== Data shown ==

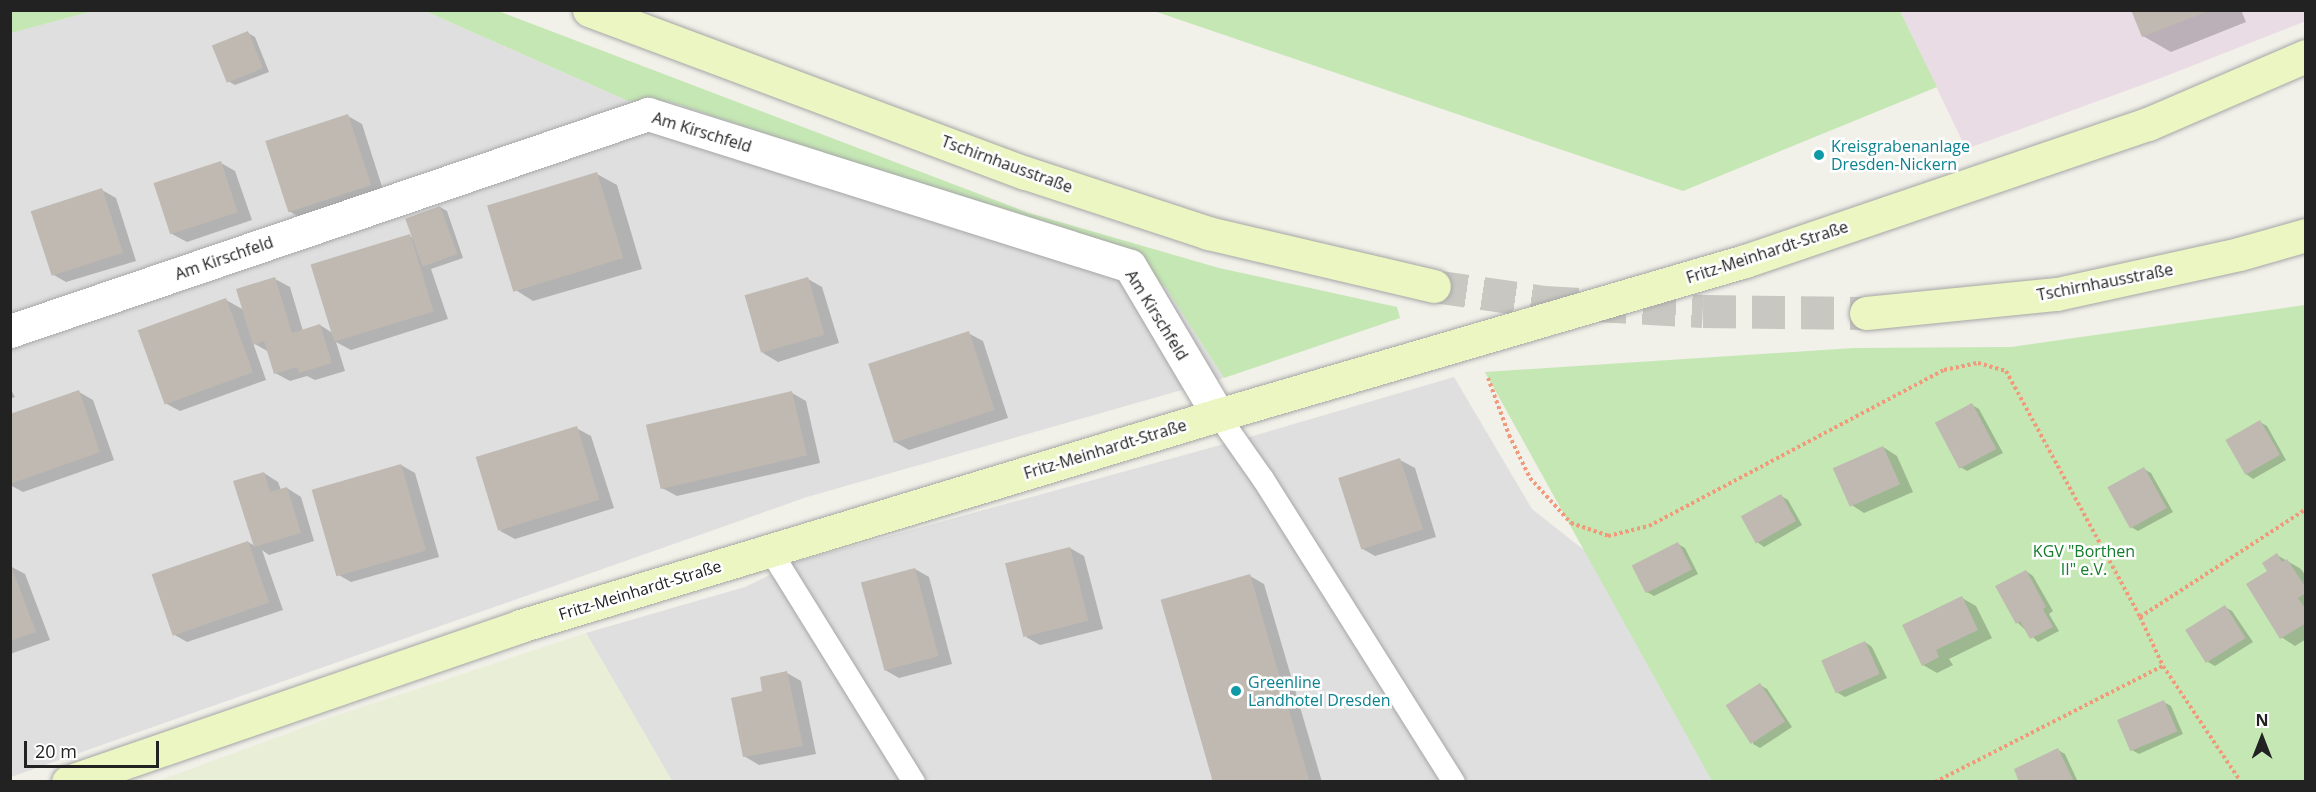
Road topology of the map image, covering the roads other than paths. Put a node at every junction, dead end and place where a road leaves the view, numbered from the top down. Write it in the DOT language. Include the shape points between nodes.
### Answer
graph roads {
  1 [pos="589,10"];
  2 [pos="2306,56"];
  3 [pos="2306,235"];
  4 [pos="1434,286"];
  5 [pos="1866,313"];
  6 [pos="10,331"];
  7 [pos="1218,415"];
  8 [pos="770,550"];
  9 [pos="68,782"];
  10 [pos="914,782"];
  11 [pos="1454,782"];
  1 -- 4 [label="street, Tschirnhausstraße" via="1026,173 1208,233"];
  2 -- 7 [label="street, Fritz-Meinhardt-Straße" via="2126,132 1745,261"];
  3 -- 5 [label="street, Tschirnhausstraße" via="2239,254 2057,294"];
  6 -- 7 [label="street, Am Kirschfeld" via="648,114 1130,266"];
  7 -- 8 [label="street, Fritz-Meinhardt-Straße"];
  7 -- 11 [label="lane" via="1263,479"];
  8 -- 9 [label="street, Fritz-Meinhardt-Straße" via="520,626"];
  8 -- 10 [label="lane"];
}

===

Problem to work on
Every line of the data above should be returned exactly, with the pictures removed.

Solved problem
Road topology of the map image, covering the roads other than paths. Put a node at every junction, dead end and place where a road leaves the view, numbered from the top down. Write it in the DOT language. Include the shape points between nodes.
### Answer
graph roads {
  1 [pos="589,10"];
  2 [pos="2306,56"];
  3 [pos="2306,235"];
  4 [pos="1434,286"];
  5 [pos="1866,313"];
  6 [pos="10,331"];
  7 [pos="1218,415"];
  8 [pos="770,550"];
  9 [pos="68,782"];
  10 [pos="914,782"];
  11 [pos="1454,782"];
  1 -- 4 [label="street, Tschirnhausstraße" via="1026,173 1208,233"];
  2 -- 7 [label="street, Fritz-Meinhardt-Straße" via="2126,132 1745,261"];
  3 -- 5 [label="street, Tschirnhausstraße" via="2239,254 2057,294"];
  6 -- 7 [label="street, Am Kirschfeld" via="648,114 1130,266"];
  7 -- 8 [label="street, Fritz-Meinhardt-Straße"];
  7 -- 11 [label="lane" via="1263,479"];
  8 -- 9 [label="street, Fritz-Meinhardt-Straße" via="520,626"];
  8 -- 10 [label="lane"];
}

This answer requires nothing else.